╭─ SUPPLIED DATA
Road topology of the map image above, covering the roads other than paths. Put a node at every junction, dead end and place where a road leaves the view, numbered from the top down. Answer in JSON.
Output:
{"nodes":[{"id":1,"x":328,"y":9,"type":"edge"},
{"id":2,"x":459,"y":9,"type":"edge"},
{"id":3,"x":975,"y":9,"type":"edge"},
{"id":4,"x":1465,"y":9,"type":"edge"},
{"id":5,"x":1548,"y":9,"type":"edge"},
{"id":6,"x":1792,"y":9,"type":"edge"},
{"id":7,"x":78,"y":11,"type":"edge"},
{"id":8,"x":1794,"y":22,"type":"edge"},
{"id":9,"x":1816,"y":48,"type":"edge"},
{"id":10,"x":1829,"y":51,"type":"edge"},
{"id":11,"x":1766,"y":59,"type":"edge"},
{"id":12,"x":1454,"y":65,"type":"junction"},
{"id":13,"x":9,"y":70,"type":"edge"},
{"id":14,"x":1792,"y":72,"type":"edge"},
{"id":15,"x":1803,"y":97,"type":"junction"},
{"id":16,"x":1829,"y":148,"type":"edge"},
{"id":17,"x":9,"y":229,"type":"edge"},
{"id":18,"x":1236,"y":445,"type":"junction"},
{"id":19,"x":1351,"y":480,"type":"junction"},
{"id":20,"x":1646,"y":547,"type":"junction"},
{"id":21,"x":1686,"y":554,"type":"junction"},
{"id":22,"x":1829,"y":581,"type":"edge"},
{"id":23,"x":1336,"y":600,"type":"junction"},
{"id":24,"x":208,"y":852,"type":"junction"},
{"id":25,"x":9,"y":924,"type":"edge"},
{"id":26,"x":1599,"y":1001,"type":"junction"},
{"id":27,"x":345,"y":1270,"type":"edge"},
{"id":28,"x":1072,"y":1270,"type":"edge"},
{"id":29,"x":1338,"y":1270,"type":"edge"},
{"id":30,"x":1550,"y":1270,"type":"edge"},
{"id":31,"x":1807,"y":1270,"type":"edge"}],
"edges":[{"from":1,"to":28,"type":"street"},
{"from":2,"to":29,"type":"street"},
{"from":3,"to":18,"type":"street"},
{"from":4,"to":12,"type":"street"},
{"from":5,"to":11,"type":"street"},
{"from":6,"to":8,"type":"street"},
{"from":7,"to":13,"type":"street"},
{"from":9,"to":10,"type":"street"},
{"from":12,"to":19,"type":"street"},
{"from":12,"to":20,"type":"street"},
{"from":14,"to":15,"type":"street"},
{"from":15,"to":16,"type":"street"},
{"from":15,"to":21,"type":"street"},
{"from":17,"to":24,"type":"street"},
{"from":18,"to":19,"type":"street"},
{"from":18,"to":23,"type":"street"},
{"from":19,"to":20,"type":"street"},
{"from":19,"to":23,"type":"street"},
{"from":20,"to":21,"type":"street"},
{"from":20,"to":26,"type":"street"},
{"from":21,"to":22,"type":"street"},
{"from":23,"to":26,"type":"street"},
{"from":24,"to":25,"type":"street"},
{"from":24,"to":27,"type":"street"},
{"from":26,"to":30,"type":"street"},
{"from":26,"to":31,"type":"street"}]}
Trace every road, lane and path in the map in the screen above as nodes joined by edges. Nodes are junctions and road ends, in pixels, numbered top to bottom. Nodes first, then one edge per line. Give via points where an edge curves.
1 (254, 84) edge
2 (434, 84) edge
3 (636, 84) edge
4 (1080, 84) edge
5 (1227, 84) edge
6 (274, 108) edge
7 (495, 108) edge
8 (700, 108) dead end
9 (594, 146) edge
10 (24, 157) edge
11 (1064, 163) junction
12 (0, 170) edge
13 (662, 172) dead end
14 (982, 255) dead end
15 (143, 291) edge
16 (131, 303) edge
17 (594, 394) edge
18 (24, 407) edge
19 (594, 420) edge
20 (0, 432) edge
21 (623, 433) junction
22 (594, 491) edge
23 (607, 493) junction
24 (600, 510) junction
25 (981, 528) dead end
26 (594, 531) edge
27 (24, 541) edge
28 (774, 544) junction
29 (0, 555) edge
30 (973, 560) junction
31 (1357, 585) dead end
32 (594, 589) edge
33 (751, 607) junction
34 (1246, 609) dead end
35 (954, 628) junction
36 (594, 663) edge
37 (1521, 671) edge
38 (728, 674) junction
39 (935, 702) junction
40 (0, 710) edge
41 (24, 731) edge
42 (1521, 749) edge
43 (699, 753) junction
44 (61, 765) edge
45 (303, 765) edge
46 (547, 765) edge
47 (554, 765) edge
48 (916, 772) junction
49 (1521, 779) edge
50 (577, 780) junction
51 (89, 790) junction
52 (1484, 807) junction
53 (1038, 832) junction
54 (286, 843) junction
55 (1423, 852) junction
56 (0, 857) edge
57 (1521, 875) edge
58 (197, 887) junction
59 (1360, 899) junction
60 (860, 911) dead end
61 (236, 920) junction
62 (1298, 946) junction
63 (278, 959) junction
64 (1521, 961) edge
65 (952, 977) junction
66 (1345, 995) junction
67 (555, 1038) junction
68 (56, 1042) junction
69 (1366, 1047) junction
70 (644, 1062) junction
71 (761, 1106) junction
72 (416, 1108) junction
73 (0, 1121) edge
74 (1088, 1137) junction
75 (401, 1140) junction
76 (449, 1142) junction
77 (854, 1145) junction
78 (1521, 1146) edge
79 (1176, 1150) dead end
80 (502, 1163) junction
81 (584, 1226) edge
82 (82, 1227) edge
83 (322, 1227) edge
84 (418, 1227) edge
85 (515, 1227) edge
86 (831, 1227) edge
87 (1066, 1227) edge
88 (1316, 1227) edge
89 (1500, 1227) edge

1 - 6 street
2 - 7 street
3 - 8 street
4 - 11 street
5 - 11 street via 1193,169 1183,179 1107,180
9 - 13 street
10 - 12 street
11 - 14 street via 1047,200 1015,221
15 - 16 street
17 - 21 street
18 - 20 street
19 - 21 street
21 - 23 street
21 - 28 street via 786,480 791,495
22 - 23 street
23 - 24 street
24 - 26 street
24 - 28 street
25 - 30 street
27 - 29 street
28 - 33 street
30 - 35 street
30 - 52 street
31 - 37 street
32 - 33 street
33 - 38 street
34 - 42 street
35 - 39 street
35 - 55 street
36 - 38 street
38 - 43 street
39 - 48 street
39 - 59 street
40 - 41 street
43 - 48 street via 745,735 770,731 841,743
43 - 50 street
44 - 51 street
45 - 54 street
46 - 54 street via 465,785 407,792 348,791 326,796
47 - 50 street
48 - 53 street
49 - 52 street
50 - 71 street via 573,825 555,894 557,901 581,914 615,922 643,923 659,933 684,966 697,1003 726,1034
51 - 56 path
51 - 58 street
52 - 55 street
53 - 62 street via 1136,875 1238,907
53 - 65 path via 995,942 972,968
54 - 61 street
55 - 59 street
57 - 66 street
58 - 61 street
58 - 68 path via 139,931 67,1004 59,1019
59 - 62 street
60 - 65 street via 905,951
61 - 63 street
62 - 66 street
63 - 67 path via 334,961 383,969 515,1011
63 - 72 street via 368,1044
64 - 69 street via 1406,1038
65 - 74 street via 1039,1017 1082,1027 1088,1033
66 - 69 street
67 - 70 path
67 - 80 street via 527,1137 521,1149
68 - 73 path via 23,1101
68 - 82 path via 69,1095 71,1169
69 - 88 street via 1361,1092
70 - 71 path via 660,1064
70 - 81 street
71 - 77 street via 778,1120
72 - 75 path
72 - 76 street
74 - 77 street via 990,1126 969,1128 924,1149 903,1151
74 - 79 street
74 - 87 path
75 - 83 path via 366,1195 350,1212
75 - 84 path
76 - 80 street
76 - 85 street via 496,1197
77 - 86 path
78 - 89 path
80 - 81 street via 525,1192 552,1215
╰─
What you return must be the entries, given again word for word.

Road topology of the map image above, covering the roads other than paths. Put a node at every junction, dead end and place where a road leaves the view, numbered from the top down. Answer in JSON.
Output:
{"nodes":[{"id":1,"x":328,"y":9,"type":"edge"},
{"id":2,"x":459,"y":9,"type":"edge"},
{"id":3,"x":975,"y":9,"type":"edge"},
{"id":4,"x":1465,"y":9,"type":"edge"},
{"id":5,"x":1548,"y":9,"type":"edge"},
{"id":6,"x":1792,"y":9,"type":"edge"},
{"id":7,"x":78,"y":11,"type":"edge"},
{"id":8,"x":1794,"y":22,"type":"edge"},
{"id":9,"x":1816,"y":48,"type":"edge"},
{"id":10,"x":1829,"y":51,"type":"edge"},
{"id":11,"x":1766,"y":59,"type":"edge"},
{"id":12,"x":1454,"y":65,"type":"junction"},
{"id":13,"x":9,"y":70,"type":"edge"},
{"id":14,"x":1792,"y":72,"type":"edge"},
{"id":15,"x":1803,"y":97,"type":"junction"},
{"id":16,"x":1829,"y":148,"type":"edge"},
{"id":17,"x":9,"y":229,"type":"edge"},
{"id":18,"x":1236,"y":445,"type":"junction"},
{"id":19,"x":1351,"y":480,"type":"junction"},
{"id":20,"x":1646,"y":547,"type":"junction"},
{"id":21,"x":1686,"y":554,"type":"junction"},
{"id":22,"x":1829,"y":581,"type":"edge"},
{"id":23,"x":1336,"y":600,"type":"junction"},
{"id":24,"x":208,"y":852,"type":"junction"},
{"id":25,"x":9,"y":924,"type":"edge"},
{"id":26,"x":1599,"y":1001,"type":"junction"},
{"id":27,"x":345,"y":1270,"type":"edge"},
{"id":28,"x":1072,"y":1270,"type":"edge"},
{"id":29,"x":1338,"y":1270,"type":"edge"},
{"id":30,"x":1550,"y":1270,"type":"edge"},
{"id":31,"x":1807,"y":1270,"type":"edge"}],
"edges":[{"from":1,"to":28,"type":"street"},
{"from":2,"to":29,"type":"street"},
{"from":3,"to":18,"type":"street"},
{"from":4,"to":12,"type":"street"},
{"from":5,"to":11,"type":"street"},
{"from":6,"to":8,"type":"street"},
{"from":7,"to":13,"type":"street"},
{"from":9,"to":10,"type":"street"},
{"from":12,"to":19,"type":"street"},
{"from":12,"to":20,"type":"street"},
{"from":14,"to":15,"type":"street"},
{"from":15,"to":16,"type":"street"},
{"from":15,"to":21,"type":"street"},
{"from":17,"to":24,"type":"street"},
{"from":18,"to":19,"type":"street"},
{"from":18,"to":23,"type":"street"},
{"from":19,"to":20,"type":"street"},
{"from":19,"to":23,"type":"street"},
{"from":20,"to":21,"type":"street"},
{"from":20,"to":26,"type":"street"},
{"from":21,"to":22,"type":"street"},
{"from":23,"to":26,"type":"street"},
{"from":24,"to":25,"type":"street"},
{"from":24,"to":27,"type":"street"},
{"from":26,"to":30,"type":"street"},
{"from":26,"to":31,"type":"street"}]}
Trace every road, lane and path in the map in the screen above as nodes joined by edges. Nodes are junctions and road ends, in pixels, numbered top to bottom. Nodes first, then one edge per line. Give via points where an edge curves.
1 (254, 84) edge
2 (434, 84) edge
3 (636, 84) edge
4 (1080, 84) edge
5 (1227, 84) edge
6 (274, 108) edge
7 (495, 108) edge
8 (700, 108) dead end
9 (594, 146) edge
10 (24, 157) edge
11 (1064, 163) junction
12 (0, 170) edge
13 (662, 172) dead end
14 (982, 255) dead end
15 (143, 291) edge
16 (131, 303) edge
17 (594, 394) edge
18 (24, 407) edge
19 (594, 420) edge
20 (0, 432) edge
21 (623, 433) junction
22 (594, 491) edge
23 (607, 493) junction
24 (600, 510) junction
25 (981, 528) dead end
26 (594, 531) edge
27 (24, 541) edge
28 (774, 544) junction
29 (0, 555) edge
30 (973, 560) junction
31 (1357, 585) dead end
32 (594, 589) edge
33 (751, 607) junction
34 (1246, 609) dead end
35 (954, 628) junction
36 (594, 663) edge
37 (1521, 671) edge
38 (728, 674) junction
39 (935, 702) junction
40 (0, 710) edge
41 (24, 731) edge
42 (1521, 749) edge
43 (699, 753) junction
44 (61, 765) edge
45 (303, 765) edge
46 (547, 765) edge
47 (554, 765) edge
48 (916, 772) junction
49 (1521, 779) edge
50 (577, 780) junction
51 (89, 790) junction
52 (1484, 807) junction
53 (1038, 832) junction
54 (286, 843) junction
55 (1423, 852) junction
56 (0, 857) edge
57 (1521, 875) edge
58 (197, 887) junction
59 (1360, 899) junction
60 (860, 911) dead end
61 (236, 920) junction
62 (1298, 946) junction
63 (278, 959) junction
64 (1521, 961) edge
65 (952, 977) junction
66 (1345, 995) junction
67 (555, 1038) junction
68 (56, 1042) junction
69 (1366, 1047) junction
70 (644, 1062) junction
71 (761, 1106) junction
72 (416, 1108) junction
73 (0, 1121) edge
74 (1088, 1137) junction
75 (401, 1140) junction
76 (449, 1142) junction
77 (854, 1145) junction
78 (1521, 1146) edge
79 (1176, 1150) dead end
80 (502, 1163) junction
81 (584, 1226) edge
82 (82, 1227) edge
83 (322, 1227) edge
84 (418, 1227) edge
85 (515, 1227) edge
86 (831, 1227) edge
87 (1066, 1227) edge
88 (1316, 1227) edge
89 (1500, 1227) edge

1 - 6 street
2 - 7 street
3 - 8 street
4 - 11 street
5 - 11 street via 1193,169 1183,179 1107,180
9 - 13 street
10 - 12 street
11 - 14 street via 1047,200 1015,221
15 - 16 street
17 - 21 street
18 - 20 street
19 - 21 street
21 - 23 street
21 - 28 street via 786,480 791,495
22 - 23 street
23 - 24 street
24 - 26 street
24 - 28 street
25 - 30 street
27 - 29 street
28 - 33 street
30 - 35 street
30 - 52 street
31 - 37 street
32 - 33 street
33 - 38 street
34 - 42 street
35 - 39 street
35 - 55 street
36 - 38 street
38 - 43 street
39 - 48 street
39 - 59 street
40 - 41 street
43 - 48 street via 745,735 770,731 841,743
43 - 50 street
44 - 51 street
45 - 54 street
46 - 54 street via 465,785 407,792 348,791 326,796
47 - 50 street
48 - 53 street
49 - 52 street
50 - 71 street via 573,825 555,894 557,901 581,914 615,922 643,923 659,933 684,966 697,1003 726,1034
51 - 56 path
51 - 58 street
52 - 55 street
53 - 62 street via 1136,875 1238,907
53 - 65 path via 995,942 972,968
54 - 61 street
55 - 59 street
57 - 66 street
58 - 61 street
58 - 68 path via 139,931 67,1004 59,1019
59 - 62 street
60 - 65 street via 905,951
61 - 63 street
62 - 66 street
63 - 67 path via 334,961 383,969 515,1011
63 - 72 street via 368,1044
64 - 69 street via 1406,1038
65 - 74 street via 1039,1017 1082,1027 1088,1033
66 - 69 street
67 - 70 path
67 - 80 street via 527,1137 521,1149
68 - 73 path via 23,1101
68 - 82 path via 69,1095 71,1169
69 - 88 street via 1361,1092
70 - 71 path via 660,1064
70 - 81 street
71 - 77 street via 778,1120
72 - 75 path
72 - 76 street
74 - 77 street via 990,1126 969,1128 924,1149 903,1151
74 - 79 street
74 - 87 path
75 - 83 path via 366,1195 350,1212
75 - 84 path
76 - 80 street
76 - 85 street via 496,1197
77 - 86 path
78 - 89 path
80 - 81 street via 525,1192 552,1215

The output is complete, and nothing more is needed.